The beautiful thing about running barefoot or in minimal footwear is that you are working with your body’s natural proprioception, the ability to sense your own position in space.

With nothing between you and the ground, you get immediate sensory feedback with every step, which encourages you to stay light on your feet and run with proper form. Some people who are recovering from injuries or who have structural anomalies or who just like their shoes will keep lacing up. But whether you wear shoes or go barefoot, what’s important is that you pay attention to your form. If running barefoot helps with that, it’s beneficial.

You want to try barefoot running? Before you toss the shoes and enter a 10K, remember: slow and easy. When runners do too much too soon, injuries often result.

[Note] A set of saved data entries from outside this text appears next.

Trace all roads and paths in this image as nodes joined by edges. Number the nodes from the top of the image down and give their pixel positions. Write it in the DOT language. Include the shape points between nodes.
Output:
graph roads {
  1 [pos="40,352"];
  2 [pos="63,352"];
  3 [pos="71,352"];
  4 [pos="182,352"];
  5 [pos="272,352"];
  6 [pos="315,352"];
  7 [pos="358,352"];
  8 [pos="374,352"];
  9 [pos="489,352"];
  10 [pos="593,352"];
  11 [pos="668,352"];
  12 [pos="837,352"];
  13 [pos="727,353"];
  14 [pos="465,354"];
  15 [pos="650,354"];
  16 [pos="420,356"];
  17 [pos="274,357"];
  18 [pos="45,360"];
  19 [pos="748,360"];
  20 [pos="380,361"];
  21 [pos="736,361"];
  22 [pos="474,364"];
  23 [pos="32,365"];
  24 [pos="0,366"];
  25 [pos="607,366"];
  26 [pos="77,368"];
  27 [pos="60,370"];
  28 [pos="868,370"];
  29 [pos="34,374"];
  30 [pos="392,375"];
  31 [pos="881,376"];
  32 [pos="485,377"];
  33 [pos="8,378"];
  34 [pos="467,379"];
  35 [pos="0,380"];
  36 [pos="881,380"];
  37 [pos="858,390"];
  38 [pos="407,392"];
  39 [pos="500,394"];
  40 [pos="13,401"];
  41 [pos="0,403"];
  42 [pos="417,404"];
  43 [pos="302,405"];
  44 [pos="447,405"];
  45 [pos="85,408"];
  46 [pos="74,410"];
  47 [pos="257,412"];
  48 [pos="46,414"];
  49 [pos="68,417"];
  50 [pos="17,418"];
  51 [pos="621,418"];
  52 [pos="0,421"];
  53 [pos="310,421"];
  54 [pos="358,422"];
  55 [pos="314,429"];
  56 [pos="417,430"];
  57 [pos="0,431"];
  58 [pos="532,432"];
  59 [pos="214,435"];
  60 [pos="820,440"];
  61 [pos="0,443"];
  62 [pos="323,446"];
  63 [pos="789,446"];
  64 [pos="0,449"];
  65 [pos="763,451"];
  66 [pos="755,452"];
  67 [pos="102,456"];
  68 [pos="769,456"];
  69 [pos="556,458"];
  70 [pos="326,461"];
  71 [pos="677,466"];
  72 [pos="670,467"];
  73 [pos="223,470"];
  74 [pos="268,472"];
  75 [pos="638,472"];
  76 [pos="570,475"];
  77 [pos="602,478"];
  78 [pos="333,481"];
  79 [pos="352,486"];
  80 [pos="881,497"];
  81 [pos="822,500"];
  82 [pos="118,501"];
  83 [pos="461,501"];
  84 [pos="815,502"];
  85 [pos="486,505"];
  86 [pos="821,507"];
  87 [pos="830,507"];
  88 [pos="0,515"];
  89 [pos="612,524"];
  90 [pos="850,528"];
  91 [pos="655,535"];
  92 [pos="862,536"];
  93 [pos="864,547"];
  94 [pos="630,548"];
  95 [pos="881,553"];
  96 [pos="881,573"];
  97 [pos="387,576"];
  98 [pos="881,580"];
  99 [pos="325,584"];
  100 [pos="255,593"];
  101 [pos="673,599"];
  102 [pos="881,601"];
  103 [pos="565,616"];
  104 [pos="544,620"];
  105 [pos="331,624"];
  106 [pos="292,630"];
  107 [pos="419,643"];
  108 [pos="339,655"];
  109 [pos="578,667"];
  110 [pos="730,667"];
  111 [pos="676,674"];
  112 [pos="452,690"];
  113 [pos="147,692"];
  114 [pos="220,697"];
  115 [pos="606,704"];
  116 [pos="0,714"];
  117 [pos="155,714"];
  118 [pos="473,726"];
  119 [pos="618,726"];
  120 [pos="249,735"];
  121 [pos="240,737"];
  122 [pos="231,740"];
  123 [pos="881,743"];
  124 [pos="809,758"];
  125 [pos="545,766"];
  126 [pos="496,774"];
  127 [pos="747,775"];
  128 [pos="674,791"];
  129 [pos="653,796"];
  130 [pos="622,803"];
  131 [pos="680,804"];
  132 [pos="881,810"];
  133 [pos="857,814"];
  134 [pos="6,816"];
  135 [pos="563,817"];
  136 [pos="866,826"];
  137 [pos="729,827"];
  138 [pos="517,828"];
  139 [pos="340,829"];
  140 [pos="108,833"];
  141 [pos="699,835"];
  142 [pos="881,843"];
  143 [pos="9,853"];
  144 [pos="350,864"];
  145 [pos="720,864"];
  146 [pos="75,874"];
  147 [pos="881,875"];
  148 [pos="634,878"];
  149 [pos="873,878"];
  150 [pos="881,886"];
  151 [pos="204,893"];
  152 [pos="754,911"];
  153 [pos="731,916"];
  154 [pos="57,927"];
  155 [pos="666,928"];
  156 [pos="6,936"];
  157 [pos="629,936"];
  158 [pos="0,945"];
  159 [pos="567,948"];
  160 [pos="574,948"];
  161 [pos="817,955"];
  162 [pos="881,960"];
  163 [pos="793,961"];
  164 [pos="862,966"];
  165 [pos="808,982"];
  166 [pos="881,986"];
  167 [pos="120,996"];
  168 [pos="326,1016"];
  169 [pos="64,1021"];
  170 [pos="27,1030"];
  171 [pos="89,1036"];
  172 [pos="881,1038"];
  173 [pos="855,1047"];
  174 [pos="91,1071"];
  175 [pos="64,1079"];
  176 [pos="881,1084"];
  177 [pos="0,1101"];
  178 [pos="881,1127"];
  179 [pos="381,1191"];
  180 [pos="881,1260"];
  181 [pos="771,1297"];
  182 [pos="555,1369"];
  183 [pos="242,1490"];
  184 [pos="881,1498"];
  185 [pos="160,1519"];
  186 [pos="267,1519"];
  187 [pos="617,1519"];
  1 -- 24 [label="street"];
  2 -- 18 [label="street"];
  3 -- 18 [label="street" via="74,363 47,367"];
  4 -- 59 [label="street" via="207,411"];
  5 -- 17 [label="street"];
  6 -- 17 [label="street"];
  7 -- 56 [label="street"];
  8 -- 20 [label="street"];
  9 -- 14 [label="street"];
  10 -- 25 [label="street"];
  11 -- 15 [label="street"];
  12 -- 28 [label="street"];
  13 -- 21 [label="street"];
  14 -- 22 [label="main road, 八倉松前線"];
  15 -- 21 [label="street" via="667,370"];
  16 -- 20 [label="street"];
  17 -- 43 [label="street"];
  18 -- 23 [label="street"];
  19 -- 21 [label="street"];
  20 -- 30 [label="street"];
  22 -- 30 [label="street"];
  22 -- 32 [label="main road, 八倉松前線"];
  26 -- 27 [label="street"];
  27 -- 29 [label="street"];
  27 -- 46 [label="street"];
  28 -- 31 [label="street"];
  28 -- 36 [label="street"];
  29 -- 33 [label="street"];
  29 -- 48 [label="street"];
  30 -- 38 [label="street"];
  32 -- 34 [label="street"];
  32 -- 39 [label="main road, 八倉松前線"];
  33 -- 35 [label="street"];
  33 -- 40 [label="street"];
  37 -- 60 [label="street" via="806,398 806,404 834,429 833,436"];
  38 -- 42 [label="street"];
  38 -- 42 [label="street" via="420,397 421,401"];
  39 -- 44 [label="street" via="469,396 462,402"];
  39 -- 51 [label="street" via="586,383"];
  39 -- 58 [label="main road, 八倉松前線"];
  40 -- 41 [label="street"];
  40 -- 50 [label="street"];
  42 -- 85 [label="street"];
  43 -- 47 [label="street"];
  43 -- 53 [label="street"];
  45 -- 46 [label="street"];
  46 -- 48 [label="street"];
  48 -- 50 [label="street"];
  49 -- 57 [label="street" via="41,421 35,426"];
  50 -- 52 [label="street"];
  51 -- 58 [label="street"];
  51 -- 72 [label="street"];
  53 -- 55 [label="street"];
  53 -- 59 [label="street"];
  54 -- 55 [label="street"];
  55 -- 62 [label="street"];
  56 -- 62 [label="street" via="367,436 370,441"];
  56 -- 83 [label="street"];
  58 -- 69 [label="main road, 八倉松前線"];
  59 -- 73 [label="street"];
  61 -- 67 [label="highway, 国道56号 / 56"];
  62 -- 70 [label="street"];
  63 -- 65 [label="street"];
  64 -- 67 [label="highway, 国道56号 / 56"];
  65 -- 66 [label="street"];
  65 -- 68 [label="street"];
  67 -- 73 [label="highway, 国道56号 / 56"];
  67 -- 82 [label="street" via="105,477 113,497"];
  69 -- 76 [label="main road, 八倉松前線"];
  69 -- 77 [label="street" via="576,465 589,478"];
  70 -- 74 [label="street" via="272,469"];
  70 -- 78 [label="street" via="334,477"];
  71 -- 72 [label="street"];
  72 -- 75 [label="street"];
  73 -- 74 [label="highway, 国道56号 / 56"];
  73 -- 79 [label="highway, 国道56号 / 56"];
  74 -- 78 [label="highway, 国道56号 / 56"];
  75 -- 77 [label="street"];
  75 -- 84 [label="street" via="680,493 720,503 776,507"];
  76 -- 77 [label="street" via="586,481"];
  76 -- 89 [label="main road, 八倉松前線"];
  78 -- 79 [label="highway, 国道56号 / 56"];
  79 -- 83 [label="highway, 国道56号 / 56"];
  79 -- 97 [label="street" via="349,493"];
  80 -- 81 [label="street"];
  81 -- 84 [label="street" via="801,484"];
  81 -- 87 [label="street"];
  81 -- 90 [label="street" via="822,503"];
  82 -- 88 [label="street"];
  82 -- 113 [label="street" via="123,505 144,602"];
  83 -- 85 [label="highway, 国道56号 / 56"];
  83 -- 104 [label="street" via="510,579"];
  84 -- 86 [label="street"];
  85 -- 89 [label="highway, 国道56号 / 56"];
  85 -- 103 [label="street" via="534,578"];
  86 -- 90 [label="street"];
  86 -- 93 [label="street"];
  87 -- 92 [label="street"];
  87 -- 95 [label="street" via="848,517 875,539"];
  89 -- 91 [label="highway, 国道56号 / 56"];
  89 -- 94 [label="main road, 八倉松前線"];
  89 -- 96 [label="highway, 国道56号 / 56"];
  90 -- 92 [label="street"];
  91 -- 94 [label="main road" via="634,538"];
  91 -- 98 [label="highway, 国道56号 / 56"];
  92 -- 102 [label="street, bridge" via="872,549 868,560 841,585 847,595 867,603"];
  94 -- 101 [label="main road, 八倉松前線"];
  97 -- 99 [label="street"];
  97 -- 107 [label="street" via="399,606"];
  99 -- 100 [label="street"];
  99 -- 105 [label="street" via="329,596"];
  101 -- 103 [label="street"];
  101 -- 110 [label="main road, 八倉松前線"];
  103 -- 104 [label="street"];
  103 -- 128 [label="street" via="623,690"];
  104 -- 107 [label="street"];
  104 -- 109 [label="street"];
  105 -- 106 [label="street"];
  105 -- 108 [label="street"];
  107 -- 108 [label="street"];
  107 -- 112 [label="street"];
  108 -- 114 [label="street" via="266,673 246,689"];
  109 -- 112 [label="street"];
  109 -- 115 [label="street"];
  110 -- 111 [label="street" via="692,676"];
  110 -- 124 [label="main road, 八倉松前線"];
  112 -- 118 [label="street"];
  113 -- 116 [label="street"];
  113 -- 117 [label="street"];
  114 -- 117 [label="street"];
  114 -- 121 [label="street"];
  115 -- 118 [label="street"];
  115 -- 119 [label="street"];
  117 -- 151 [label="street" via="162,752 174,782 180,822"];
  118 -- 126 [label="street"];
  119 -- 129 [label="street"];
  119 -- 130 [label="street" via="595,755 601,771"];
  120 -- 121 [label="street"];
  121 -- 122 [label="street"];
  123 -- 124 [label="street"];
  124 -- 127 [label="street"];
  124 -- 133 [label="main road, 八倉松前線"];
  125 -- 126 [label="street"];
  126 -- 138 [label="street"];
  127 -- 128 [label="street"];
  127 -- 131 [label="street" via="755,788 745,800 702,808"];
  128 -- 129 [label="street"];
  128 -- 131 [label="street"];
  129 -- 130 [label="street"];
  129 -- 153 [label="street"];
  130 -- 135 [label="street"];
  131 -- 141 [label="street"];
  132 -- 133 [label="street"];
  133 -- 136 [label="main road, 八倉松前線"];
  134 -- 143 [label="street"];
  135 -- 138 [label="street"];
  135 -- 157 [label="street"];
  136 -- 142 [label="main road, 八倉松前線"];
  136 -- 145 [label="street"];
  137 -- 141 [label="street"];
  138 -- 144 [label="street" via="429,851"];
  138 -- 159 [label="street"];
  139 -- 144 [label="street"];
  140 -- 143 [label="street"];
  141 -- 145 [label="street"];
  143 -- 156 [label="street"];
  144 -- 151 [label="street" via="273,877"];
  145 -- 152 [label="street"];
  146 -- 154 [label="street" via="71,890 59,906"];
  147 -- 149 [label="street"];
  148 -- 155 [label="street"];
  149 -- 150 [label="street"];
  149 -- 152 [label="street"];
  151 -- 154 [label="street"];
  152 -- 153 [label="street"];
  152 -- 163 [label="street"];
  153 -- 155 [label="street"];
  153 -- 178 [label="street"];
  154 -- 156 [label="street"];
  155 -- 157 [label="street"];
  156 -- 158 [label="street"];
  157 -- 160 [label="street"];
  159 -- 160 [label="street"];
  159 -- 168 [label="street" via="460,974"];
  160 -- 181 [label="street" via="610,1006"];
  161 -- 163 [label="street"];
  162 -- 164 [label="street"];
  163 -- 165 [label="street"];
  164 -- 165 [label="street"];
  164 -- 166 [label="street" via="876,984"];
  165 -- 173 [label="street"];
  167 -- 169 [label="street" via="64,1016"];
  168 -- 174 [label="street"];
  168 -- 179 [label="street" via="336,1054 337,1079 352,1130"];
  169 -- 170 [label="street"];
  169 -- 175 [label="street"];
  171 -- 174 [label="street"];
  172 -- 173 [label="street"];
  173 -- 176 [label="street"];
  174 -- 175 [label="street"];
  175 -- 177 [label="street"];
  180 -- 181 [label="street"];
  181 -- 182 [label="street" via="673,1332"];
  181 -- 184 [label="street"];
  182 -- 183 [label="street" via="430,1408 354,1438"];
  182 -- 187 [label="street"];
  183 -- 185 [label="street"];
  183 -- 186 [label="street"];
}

First, find an area of grass or sand and take easy 5- to 10-minute runs once or twice a week. Remember, easy. Don’t worry about speed at all. You’re working on your running form. As long as it feels good, increase the length of one of the runs until you’re up to a 20- to 45-minute barefoot run once a week.

I like to do 2 to 3 miles on the infield of a track or in a park after an easy run day or for a cooldown run after a track workout.

Two important things to remember—other than starting slow and easy—are that you don’t need to run barefoot all the time to get the benefits. And you don’t need to run completely barefoot. Lighter weight, minimal running shoes and racing flats will give you a similar type of feel as running barefoot. It will all help you with form. I have been running most of my long training runs and ultra races in Brooks racing flats for almost a decade, even Badwater and Spartathlon. Racing flats and minimal shoes provide the best of both worlds: comfort and performance.

SHOE COLLABORATIONS WITH BROOKS:

 
 

4. FUEL:

One of the biggest questions I had as an ultrarunner contemplating a vegan diet was how to get enough protein. Here are a few of my tricks:

In my breakfast smoothie, I add some nuts and a hit of plant-based protein powder (brown rice, hemp, pea, or fermented soy protein). I’ll also have a grain source for breakfast, such as sprouted-whole-grain toast with nut butter or sprouted-grain cereal or porridge. Lunch is always a huge raw salad—I love my Lacinato kale—and I’ll up the protein content with a soy product (tempeh, tofu, or edamame), a big scoop of hummus, or maybe some leftover cooked grain or quinoa. Dinner might be beans and whole grains, maybe some whole-grain pasta. If I didn’t have soy at lunch, I might have it with dinner. Add in some Clif Bars and trail mix as snacks throughout the day and some soy- or nut-based vegan desserts and I get more than enough protein to maintain my muscle tone and help my body recover.

I seek out traditional whole foods rather than highly refined meat substitutes. I look for products that have been sprouted, soaked, or fermented to help break down the indigestible cellulose in plant cell walls. Among soy sources, I favor tempeh, miso, and sprouted tofu, which are all more digestible and have less phytoestrogen (a naturally occurring substance that some—in spite of medical evidence to the contrary—suspect might mimic estrogen’s effects in humans) than isolated soy protein. I eat sprouted-grain breads and tortillas, and at home I often soak my whole grains and beans before cooking.